During the first years AI/MLX will focus on the following scientific areas:
Representation learning and grounding: All ML algorithms depend on data representation – efficient and appropriate data representation can enable better understanding of parameters that affect the variations in the data. Representations can be tailored or learned and are dependent on the domain in which classification or prediction algorithms are deployed in. Recent techniques on representation learning consider unsupervised learning, deep learning, including advances in probabilistic models, auto-encoders, manifold learning and deep networks. One important research question is the ability of the model to achieve abstraction and invariance. In terms of abstraction, we mean the ability of the model to generate abstract concepts from more simple ones. This is then closely related to the amount of data one needs to learn the model or the representation. One of the focus areas will be development of models that encode various levels of abstraction and that are also based on multimodal input data. We will also strive to test this through invariance ability given that models encoding various abstraction levels are invariant to variations in input data. This is closely related to the symbol grounding problem, still largely unsolved in AI, robotics and NLP areas. We will also work on combining representation learning with reasoning techniques and common sense logic. For this reason, statistical-relation learning will also be a methodology to investigate.
Sequential decision-making and reinforcement learning: Traditional ML has focused on pattern mining. Executing actions in the real world requires decision making in real time and based on multimodal input. Reinforcement learning enables learning new tasks through experimentation, feedback and rewards. Most of the current reinforcement learning algorithms work well with discrete data while continuous data still represents a challenge. Together with appropriate representation learning, we will address reinforcement learning in continuous domains and with multimodal feedback. Also, RL can be used to make an agent or a system perform many different types of tasks, rather than specializing on a single one. Thus, multi task learning will be another challenge we want to tackle. Scaling will be a particular challenge here since it requires a large amount of training data. One interesting aspect is to assess to what extend we can use simulation frameworks to generate simulated data and then adapt the learned representation to real-world conditions.

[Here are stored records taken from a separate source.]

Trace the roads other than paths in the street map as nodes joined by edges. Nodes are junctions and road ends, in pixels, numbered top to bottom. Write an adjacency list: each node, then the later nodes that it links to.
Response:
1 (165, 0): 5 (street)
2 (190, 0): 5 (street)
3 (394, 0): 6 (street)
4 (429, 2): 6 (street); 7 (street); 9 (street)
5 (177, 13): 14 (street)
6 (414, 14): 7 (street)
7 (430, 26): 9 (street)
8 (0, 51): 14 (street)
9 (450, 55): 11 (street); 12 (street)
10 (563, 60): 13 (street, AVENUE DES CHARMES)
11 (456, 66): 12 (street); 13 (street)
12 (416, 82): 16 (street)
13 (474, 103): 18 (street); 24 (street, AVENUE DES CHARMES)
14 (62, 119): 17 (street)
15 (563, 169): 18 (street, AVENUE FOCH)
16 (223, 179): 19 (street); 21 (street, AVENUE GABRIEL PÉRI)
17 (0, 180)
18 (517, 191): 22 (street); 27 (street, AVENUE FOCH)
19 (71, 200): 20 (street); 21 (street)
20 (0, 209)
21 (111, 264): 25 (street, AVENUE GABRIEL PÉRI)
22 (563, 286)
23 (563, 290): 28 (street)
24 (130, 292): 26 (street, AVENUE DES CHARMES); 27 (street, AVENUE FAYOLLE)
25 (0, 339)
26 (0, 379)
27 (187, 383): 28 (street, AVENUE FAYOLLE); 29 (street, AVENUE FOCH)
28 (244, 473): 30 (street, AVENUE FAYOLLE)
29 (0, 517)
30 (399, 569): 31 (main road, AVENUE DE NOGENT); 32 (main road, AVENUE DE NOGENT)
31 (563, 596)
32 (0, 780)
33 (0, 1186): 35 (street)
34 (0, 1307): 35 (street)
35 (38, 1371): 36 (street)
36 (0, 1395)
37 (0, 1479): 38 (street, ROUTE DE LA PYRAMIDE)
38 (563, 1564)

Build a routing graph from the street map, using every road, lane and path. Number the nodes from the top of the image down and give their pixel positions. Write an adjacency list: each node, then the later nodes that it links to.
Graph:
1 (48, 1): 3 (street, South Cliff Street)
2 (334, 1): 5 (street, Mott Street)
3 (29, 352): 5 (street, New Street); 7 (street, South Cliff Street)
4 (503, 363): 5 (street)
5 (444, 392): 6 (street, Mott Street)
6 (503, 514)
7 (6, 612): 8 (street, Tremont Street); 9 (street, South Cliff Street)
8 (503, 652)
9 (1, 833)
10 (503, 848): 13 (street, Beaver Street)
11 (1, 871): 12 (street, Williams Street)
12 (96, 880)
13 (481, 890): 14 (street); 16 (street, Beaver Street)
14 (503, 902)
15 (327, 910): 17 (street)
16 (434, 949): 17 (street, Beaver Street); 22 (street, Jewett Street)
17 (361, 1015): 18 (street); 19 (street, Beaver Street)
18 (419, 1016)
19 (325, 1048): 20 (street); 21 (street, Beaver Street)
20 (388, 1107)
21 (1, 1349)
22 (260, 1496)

Learning from small data sets, GANs and incremental learning: In most realistic systems, new data will become available as the system is used by new users and potentially in new situations. Thus, the input data can be used continuously to extend/update the existing model. This is also closely related to domains and problems where lots of data is not available from the beginning but the agent/system learns, like in reinforcement learning, to balance between exploration and exploitation. Methods for adding and merging the new data in the existing representation need further development in terms of multimodal inputs, combination of continuous and discrete data, as well as assessing the performance as the system is being updated given the new data. An important challenge is to be able to develop systems that can provide meaningful and calibrated notions of their uncertainty, explain the decisions in meaningful ways and also learn from negative examples. In addition, the systems need to be able to pursue long-term goals and also reason on which new data is needed to achieve these. In this respect, more recent methodologies such as adversarial methods and GANs more specifically are also of interest to address the data generation problem.

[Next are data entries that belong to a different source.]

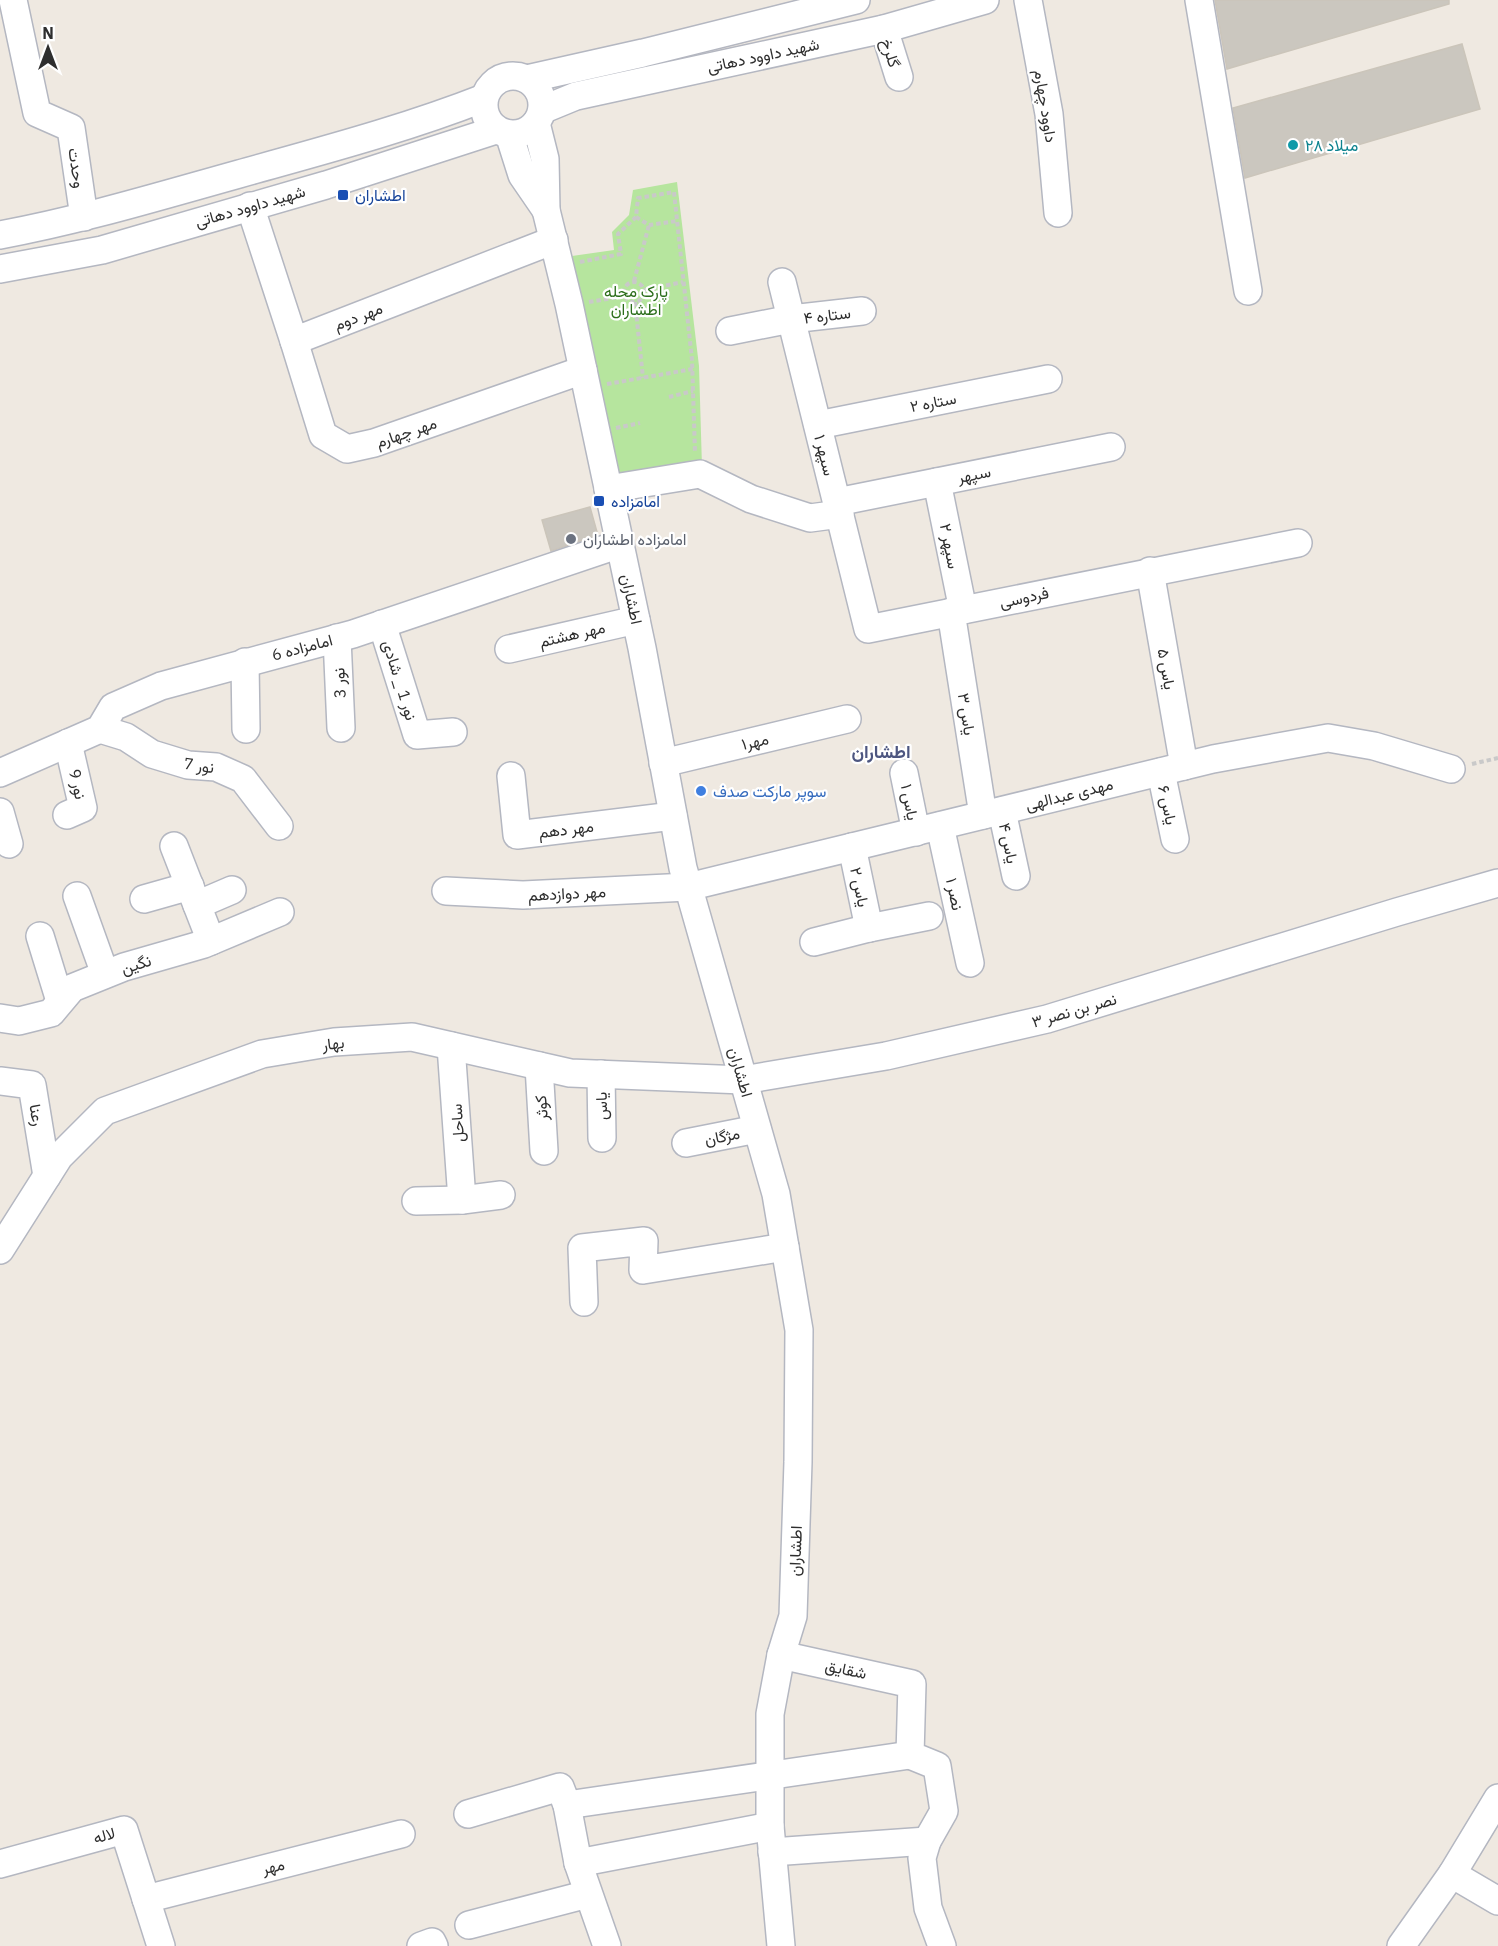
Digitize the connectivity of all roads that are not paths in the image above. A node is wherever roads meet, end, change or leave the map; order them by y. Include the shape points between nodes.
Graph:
1 (13, 0) edge
2 (856, 0) edge
3 (985, 0) edge
4 (1028, 0) edge
5 (1199, 0) edge
6 (884, 29) junction
7 (899, 77) dead end
8 (527, 79) junction
9 (484, 98) junction
10 (539, 117) junction
11 (502, 132) junction
12 (250, 206) junction
13 (546, 210) junction
14 (1058, 213) dead end
15 (84, 217) junction
16 (0, 235) edge
17 (554, 240) junction
18 (0, 269) edge
19 (782, 282) dead end
20 (1248, 291) dead end
21 (862, 311) dead end
22 (792, 320) junction
23 (730, 331) dead end
24 (294, 340) junction
25 (593, 372) junction
26 (1048, 379) dead end
27 (818, 425) junction
28 (1111, 447) dead end
29 (938, 482) junction
30 (608, 489) junction
31 (838, 508) junction
32 (1298, 543) dead end
33 (620, 544) junction
34 (1150, 571) junction
35 (957, 611) junction
36 (636, 620) junction
37 (382, 624) junction
38 (868, 629) joint
39 (337, 638) junction
40 (509, 649) dead end
41 (245, 662) junction
42 (847, 719) dead end
43 (341, 728) dead end
44 (100, 729) junction
45 (246, 729) dead end
46 (453, 732) dead end
47 (68, 743) junction
48 (663, 763) junction
49 (1173, 769) junction
50 (1451, 769) dead end
51 (0, 773) edge
52 (904, 773) dead end
53 (511, 776) dead end
54 (0, 813) edge
55 (992, 813) junction
56 (67, 815) dead end
57 (673, 816) junction
58 (279, 826) dead end
59 (928, 829) junction
60 (1175, 839) dead end
61 (9, 844) dead end
62 (174, 846) dead end
63 (852, 847) junction
64 (1016, 876) dead end
65 (1498, 883) edge
66 (688, 887) junction
67 (232, 890) dead end
68 (446, 891) dead end
69 (77, 896) dead end
70 (193, 896) junction
71 (144, 899) dead end
72 (280, 912) dead end
73 (929, 916) dead end
74 (869, 928) junction
75 (40, 936) dead end
76 (211, 941) junction
77 (814, 942) dead end
78 (970, 963) dead end
79 (105, 974) junction
80 (60, 1001) junction
81 (0, 1018) edge
82 (451, 1046) junction
83 (538, 1066) junction
84 (601, 1074) junction
85 (743, 1080) junction
86 (0, 1081) edge
87 (758, 1129) junction
88 (602, 1138) dead end
89 (686, 1143) dead end
90 (544, 1151) dead end
91 (47, 1176) junction
92 (501, 1195) dead end
93 (462, 1200) junction
94 (416, 1202) dead end
95 (785, 1247) junction
96 (0, 1250) edge
97 (584, 1302) dead end
98 (781, 1655) junction
99 (910, 1755) junction
100 (770, 1776) junction
101 (563, 1796) junction
102 (1498, 1798) edge
103 (468, 1814) dead end
104 (401, 1834) dead end
105 (771, 1839) junction
106 (927, 1841) junction
107 (578, 1863) junction
108 (0, 1864) edge
109 (1452, 1874) junction
110 (588, 1894) junction
111 (146, 1899) junction
112 (1498, 1901) edge
113 (469, 1925) dead end
114 (161, 1946) edge
115 (607, 1946) edge
116 (781, 1946) edge
117 (942, 1946) edge
118 (1401, 1946) edge

1 - 15 street, وحدت via 37,113 71,128
2 - 8 street, شهید داوود دهاتی
3 - 6 street, شهید داوود دهاتی
4 - 14 street, داوود چهارم via 1049,114
5 - 20 street
6 - 7 street, گلرخ
6 - 10 street, شهید داوود دهاتی via 576,96
8 - 9 street via 504,78
8 - 10 street via 541,95
9 - 11 street via 487,119
9 - 15 street, شهید داوود دهاتی via 319,152
10 - 11 street via 518,134
10 - 13 street, اطشاران
11 - 12 street, شهید داوود دهاتی
11 - 13 street, اطشاران via 522,175
12 - 18 street, شهید داوود دهاتی via 102,250
12 - 24 street
13 - 17 street, اطشاران
15 - 16 street, شهید داوود دهاتی
17 - 24 street, مهر دوم
17 - 25 street, اطشاران
19 - 22 street, سپهر ۱
21 - 22 street, ستاره ۴
22 - 23 street, ستاره ۴
22 - 27 street, سپهر ۱
24 - 25 street, مهر چهارم via 323,435 347,449
25 - 30 street, اطشاران
26 - 27 street, ستاره ۲
27 - 31 street, سپهر ۱
28 - 29 street, سپهر
29 - 31 street, سپهر
29 - 35 street, سپهر ۲
30 - 31 street, سپهر via 700,474 750,499 810,518
30 - 33 street, اطشاران
31 - 38 street, سپهر ۱
32 - 34 street, فردوسی
33 - 36 street, اطشاران
33 - 37 street, امامزاده 6
34 - 35 street, فردوسی
34 - 49 street, یاس ۵
35 - 38 street, فردوسی
35 - 55 street, یاس ۳
36 - 40 street, مهر هشتم
36 - 48 street, اطشاران
37 - 39 street, امامزاده 6
37 - 46 street, نور 1 _ شادی via 417,735
39 - 41 street, امامزاده 6
39 - 43 street, نور 3
41 - 44 street, امامزاده 6 via 161,686 113,707
41 - 45 street
42 - 48 street, مهر۱
44 - 47 street
44 - 58 street, نور 7 via 126,737 152,754 188,765 216,767 243,779
47 - 51 street
47 - 56 street, نور 9 via 83,808
48 - 57 street, اطشاران
49 - 50 street, مهدی عبدالهی via 1328,738 1374,746
49 - 55 street, مهدی عبدالهی
49 - 60 street, یاس ۶
52 - 59 street, یاس ۱
53 - 57 street, مهر دهم via 517,834
54 - 61 street
55 - 59 street, مهدی عبدالهی
55 - 64 street, یاس ۴
57 - 66 street, اطشاران
59 - 63 street, مهدی عبدالهی
59 - 78 street, نصر ۱
62 - 70 street
63 - 66 street, مهدی عبدالهی
63 - 74 street, یاس ۲
65 - 85 street, نصر بن نصر ۳ via 1047,1019 886,1056
66 - 68 street, مهر دوازدهم via 523,895
66 - 85 street, اطشاران
67 - 70 street
69 - 79 street
70 - 71 street
70 - 76 street
72 - 76 street, نگین
73 - 74 street, یاس ۲
74 - 77 street, یاس ۲
75 - 80 street
76 - 79 street, نگین
79 - 80 street, نگین via 72,988
80 - 81 street, نگین via 51,1013 19,1021
82 - 83 street, بهار
82 - 91 street, بهار via 412,1037 334,1042 262,1054 105,1111 58,1157
82 - 93 street, ساحل
83 - 84 street, بهار
83 - 90 street, کوثر
84 - 85 street, بهار
84 - 88 street, یاس
85 - 87 street, اطشاران
86 - 91 street, رعنا via 32,1085
87 - 89 street, مژگان
87 - 95 street, اطشاران via 776,1194
91 - 96 street, بهار
92 - 93 street
93 - 94 street
95 - 97 street via 643,1270 644,1241 582,1248
95 - 98 street, اطشاران via 799,1330 798,1462 793,1616
98 - 99 street, شقایق via 912,1684
98 - 100 street, اطشاران via 770,1714
99 - 100 street
99 - 106 street via 937,1766 944,1811
100 - 101 street
100 - 105 street, اطشاران
101 - 103 street
101 - 107 street
102 - 109 street
104 - 111 street, مهر
105 - 106 street
105 - 107 street
105 - 116 street, اطشاران
106 - 117 street via 922,1858 928,1908
107 - 110 street
108 - 111 street, لاله via 124,1830
109 - 112 street
109 - 118 street
110 - 113 street
110 - 115 street
111 - 114 street, لاله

Multi-task and transfer learning: Transfer learning is the ability of a learning algorithm to exploit similarities between two different domains in which learning is occurring. The knowledge or the representation can be transferred between domains in order to speed up learning. Recent work develops frameworks where some auxiliary intermediate domain data is selected to bridge between the given source and target domains and then performs knowledge transfer along the bridge. An interesting question is the combination of transfer and deep learning so that we base learning on the separation of feature granularity and layers of granularity, thus transferring both features and instances by multi-task learning.
Other areas can be considered if there are strong candidates.